Im Gegensatz zu fast allen anderen Arten können Grasschneidetermiten ihre Ernte im Sonnenlicht einholen, da sie entsprechend pigmentiert und so vor Austrocknung und UV-Belastung geschützt sind. Alle anderen Arten – in Namibia gibt es etwa 60 Arten in 33 Gattungen – müssen entweder im Schutz der Nacht oder durch die von ihnen angelegten Tunnel und durch Galerien an der Oberfläche zu den Nahrungsquellen gelangen. Diese „selbst gemauerten“ Strukturen schützen zudem vor Feinden, denen die Erntetermiten ansonsten schutzlos ausgeliefert sind. Besonders in Dürrezeiten, wenn die schützende trockene Vegetation fehlt, ist die Gefahr sehr groß.
Tokos, Würger, Racken, Stare, Weber und viele weitere Vogelarten lassen sich diese proteinreiche Nahrung nicht entgehen. Bevor die Termiten zurück in den Bau flüchten können, fressen die Vögel so viele Arbeiterinnen wie möglich. Da nützt es auch nichts, dass die größeren und mit Zangen bewehrten Soldaten versuchen, die Arbeiterinnen zu verteidigen.
Farmer meinen, dass Termiten während einer Trockenzeit die Weide zerstören und auch noch den letzten Grashalm unter die Erde tragen. Tatsache ist, dass die kleinen Insekten zu sehen sind, wenn kaum noch Weide vorhanden ist und die Bodenbedeckung fehlt. Sie erfüllen eine ganz wichtige Aufgabe, denn sie sind sozusagen die Regenwürmer der trockenen Gebiete. Ihre unterirdischen Bauten mit unzähligen Gängen lockern den Boden auf. Sie bringen trockenes Pflanzenmaterial unter die Erde. Dabei nehmen sie nicht mehr als sie benötigen, wie die Wissenschaftlerin Dr. Sabine Grube bereits vor zwanzig Jahren im Rahmen ihrer Studie im Etosha-Nationalpark festgestellt hat. An verschiedenen Stellen hatte sie vier Termitenvölkern die zu jenem Zeitpunkt natürliche Masse an trockener Vegetation zur Verfügung gestellt und anderswo weitaus mehr derselben Biomasse deponiert. Doch alle Termiten holten mehr oder weniger die gleiche Menge an trockenem Pflanzenmaterial ein.

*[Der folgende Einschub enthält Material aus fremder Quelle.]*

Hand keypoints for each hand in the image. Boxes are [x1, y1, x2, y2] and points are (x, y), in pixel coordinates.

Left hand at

Erntetermiten gehören zu den niederen Termiten, das sind die ursprünglicheren Arten. Höhere Termiten sind Pilzzüchter und verdauen Zellulose mit eigenen Enzymen. Niedere Termitenarten hingegen bauen die Zellulose mit Hilfe von Einzellern in der Gärkammer im hinteren Darmabschnitt ab. Es gibt zahlreiche andere Arten, die ebenfalls Gras sammeln, aber im Gegensatz zu den Grasschneidetermiten schneiden sie die Halme nicht in kurze Stückchen. Hodotermes mossambicus entfernt sich meist nicht mehr als einen Meter von ihrem Ausstiegsloch an der Oberfläche und benutzt es meist nicht ein zweites Mal. Das Loch wird versiegelt und ein neues einige Meter weiter geöffnet.

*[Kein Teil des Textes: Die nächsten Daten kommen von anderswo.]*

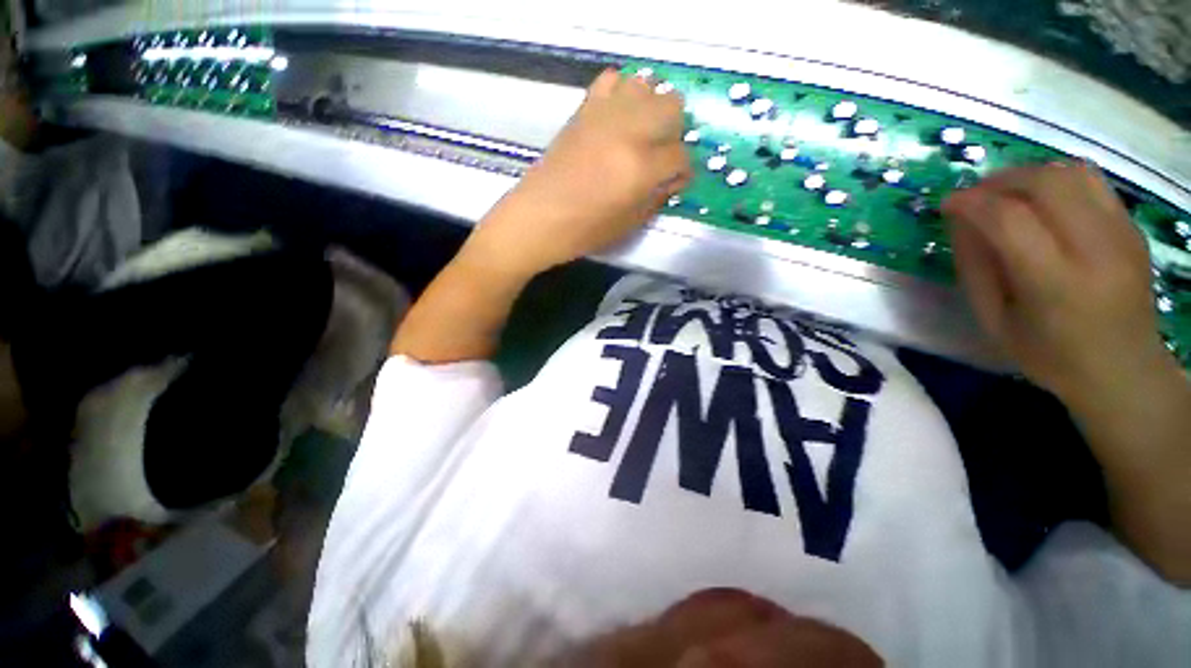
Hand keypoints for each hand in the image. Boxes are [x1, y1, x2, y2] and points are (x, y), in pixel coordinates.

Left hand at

In guten Regenzeiten reduzieren Grasschneidetermiten ihre Ernteaktivität, stellte Dr. Grube fest. Die verfügbare Pflanzenmasse und deren Wassergehalt sind die entscheidenden Faktoren für die Erntetätigkeit von Hodotermes mossambicus. Bei hohem pflanzlichen Deckungsgrad (nicht nur durch Gräser) mit hohem Wassergehalt tendiert die Ernteaktivität gegen Null, so die Forscherin. Ohne Gras (wie im November) wird auf den Flächen auch gerne Bestandsabfall geerntet, z. B. von Fuchsschwanzgewächsen (Amaranthaceae), Mimosen (Mimosaceae) und Korbblütlern (Asteraceae). Hodotermes mossambicus hat ein weites Nahrungsspektrum. Zu Beginn der Trockenzeit steigt die Ernteaktivität laut Dr. Grube erst messbar an, wenn der Wassergehalt der Biomasse geringer als 10 % ist. Die Wissenschaftlerin hat derzeit die Projektleitung der Ostseestiftung inne.